◆ PROBLEM TO WORK ON
Across all lines of the entries, tally those with the word "明德一路" in them. The reply is the tally, by itself.

◆ MATERIAL FOR THIS TASK

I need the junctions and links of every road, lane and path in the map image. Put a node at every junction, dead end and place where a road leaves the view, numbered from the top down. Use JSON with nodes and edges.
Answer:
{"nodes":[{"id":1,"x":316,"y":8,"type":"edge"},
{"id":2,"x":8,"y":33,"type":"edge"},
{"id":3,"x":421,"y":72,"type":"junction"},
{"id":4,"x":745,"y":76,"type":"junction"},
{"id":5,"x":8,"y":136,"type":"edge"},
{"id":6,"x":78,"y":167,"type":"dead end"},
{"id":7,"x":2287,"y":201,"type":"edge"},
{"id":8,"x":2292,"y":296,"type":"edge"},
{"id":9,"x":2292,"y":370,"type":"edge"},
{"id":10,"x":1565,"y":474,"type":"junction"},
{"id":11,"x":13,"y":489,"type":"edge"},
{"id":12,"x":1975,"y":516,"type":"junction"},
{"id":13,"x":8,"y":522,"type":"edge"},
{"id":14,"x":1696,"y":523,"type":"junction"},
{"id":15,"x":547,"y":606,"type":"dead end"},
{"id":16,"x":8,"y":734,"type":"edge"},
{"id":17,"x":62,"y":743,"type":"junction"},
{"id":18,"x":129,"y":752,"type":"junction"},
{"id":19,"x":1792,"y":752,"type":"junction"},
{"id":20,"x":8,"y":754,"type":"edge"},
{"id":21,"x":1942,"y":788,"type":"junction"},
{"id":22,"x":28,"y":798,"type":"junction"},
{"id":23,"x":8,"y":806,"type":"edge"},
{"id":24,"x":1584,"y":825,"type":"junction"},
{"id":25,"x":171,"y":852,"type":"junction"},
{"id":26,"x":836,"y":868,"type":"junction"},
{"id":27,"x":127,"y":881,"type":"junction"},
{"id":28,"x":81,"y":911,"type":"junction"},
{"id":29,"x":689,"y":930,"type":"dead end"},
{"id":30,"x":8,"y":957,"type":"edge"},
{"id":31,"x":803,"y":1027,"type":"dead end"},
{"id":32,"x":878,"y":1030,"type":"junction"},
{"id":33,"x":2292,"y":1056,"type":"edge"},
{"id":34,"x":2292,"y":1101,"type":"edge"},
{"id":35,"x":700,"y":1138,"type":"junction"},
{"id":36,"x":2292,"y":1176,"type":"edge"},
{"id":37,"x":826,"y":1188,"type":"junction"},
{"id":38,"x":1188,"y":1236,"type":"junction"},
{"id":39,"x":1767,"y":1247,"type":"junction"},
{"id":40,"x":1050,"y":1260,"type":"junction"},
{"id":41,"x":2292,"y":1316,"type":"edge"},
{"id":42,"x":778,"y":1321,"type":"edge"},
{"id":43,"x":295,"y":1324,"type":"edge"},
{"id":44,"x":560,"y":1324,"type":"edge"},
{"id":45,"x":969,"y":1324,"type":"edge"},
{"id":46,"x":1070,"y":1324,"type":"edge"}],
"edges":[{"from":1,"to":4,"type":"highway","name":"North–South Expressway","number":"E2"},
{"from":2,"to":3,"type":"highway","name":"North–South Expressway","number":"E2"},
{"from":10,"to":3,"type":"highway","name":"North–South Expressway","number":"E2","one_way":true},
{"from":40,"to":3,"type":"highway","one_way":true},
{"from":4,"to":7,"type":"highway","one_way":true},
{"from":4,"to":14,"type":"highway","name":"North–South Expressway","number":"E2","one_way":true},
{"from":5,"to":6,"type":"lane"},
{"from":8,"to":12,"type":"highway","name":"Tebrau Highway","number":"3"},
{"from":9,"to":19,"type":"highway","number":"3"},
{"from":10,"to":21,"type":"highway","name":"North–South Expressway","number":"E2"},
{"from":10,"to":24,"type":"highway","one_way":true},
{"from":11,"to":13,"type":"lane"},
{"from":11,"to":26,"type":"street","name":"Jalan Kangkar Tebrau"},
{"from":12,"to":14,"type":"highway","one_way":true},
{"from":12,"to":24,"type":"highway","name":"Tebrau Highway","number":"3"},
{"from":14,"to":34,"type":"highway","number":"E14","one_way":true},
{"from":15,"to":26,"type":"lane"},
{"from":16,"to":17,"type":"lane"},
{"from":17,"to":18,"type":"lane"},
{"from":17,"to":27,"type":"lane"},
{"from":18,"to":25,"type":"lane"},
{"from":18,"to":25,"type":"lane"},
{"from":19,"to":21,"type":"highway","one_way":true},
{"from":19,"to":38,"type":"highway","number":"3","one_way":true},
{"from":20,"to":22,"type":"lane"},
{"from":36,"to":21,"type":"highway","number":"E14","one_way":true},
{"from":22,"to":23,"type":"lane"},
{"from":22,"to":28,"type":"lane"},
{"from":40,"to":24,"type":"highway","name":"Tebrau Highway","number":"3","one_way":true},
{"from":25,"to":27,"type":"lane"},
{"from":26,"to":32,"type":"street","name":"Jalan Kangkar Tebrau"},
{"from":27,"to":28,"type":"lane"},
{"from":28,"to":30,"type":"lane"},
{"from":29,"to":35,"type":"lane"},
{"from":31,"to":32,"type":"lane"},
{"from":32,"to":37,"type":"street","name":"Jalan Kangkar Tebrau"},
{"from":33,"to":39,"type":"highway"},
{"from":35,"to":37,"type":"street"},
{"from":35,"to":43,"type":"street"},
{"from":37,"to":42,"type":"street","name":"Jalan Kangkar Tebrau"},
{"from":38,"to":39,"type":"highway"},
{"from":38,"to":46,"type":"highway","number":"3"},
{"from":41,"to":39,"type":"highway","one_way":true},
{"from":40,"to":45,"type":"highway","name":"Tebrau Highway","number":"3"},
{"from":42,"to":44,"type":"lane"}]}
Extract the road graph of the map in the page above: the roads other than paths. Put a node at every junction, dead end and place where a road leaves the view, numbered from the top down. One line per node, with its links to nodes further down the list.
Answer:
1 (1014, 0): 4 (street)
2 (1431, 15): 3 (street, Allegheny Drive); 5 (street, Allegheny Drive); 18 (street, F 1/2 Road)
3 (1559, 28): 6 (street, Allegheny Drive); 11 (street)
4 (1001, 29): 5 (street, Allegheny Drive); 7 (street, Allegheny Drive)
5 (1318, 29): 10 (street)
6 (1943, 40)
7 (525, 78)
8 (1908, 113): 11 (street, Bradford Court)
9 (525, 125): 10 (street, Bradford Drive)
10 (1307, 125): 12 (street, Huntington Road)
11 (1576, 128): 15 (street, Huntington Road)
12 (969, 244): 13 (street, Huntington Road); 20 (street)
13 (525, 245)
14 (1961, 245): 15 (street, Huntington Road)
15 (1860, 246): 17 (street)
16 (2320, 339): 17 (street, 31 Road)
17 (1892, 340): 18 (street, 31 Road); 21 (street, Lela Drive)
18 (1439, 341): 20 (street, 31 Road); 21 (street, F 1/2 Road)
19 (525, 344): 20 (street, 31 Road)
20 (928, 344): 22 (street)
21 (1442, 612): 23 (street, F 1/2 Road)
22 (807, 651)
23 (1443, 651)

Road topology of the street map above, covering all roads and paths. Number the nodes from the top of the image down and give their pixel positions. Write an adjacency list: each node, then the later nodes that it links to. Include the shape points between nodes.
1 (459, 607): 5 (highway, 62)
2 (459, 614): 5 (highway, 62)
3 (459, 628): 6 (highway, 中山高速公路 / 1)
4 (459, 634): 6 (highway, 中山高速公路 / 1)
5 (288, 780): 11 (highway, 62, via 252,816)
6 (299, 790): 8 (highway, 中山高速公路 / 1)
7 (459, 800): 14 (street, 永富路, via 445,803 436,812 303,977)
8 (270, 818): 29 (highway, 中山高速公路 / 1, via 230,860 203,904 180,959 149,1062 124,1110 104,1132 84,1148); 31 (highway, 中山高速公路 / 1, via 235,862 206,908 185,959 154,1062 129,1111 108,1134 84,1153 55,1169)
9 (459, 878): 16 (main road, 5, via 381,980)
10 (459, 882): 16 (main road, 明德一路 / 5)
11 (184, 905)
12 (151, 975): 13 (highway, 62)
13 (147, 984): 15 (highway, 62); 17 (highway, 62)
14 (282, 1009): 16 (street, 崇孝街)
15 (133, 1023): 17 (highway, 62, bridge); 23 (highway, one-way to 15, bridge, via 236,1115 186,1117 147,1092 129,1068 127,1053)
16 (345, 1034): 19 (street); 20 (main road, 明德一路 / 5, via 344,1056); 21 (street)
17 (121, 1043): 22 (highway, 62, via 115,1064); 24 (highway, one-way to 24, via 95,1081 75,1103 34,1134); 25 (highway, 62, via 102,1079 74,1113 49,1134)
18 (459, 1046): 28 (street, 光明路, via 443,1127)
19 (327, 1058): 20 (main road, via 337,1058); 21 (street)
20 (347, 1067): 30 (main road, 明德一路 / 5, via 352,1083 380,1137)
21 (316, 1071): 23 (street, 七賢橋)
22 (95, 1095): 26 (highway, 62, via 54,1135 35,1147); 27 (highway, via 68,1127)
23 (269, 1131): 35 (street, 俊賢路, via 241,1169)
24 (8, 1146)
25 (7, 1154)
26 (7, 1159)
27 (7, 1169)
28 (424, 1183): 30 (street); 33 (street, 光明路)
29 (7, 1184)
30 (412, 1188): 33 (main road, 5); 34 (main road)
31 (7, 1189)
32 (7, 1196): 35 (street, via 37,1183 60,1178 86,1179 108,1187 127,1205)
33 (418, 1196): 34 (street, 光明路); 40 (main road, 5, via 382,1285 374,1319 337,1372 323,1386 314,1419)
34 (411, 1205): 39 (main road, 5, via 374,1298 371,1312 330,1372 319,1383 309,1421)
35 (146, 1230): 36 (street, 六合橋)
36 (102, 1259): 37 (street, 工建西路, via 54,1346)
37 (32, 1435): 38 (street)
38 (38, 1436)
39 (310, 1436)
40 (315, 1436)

◆ ANSWER TO THIS EXERCISE
3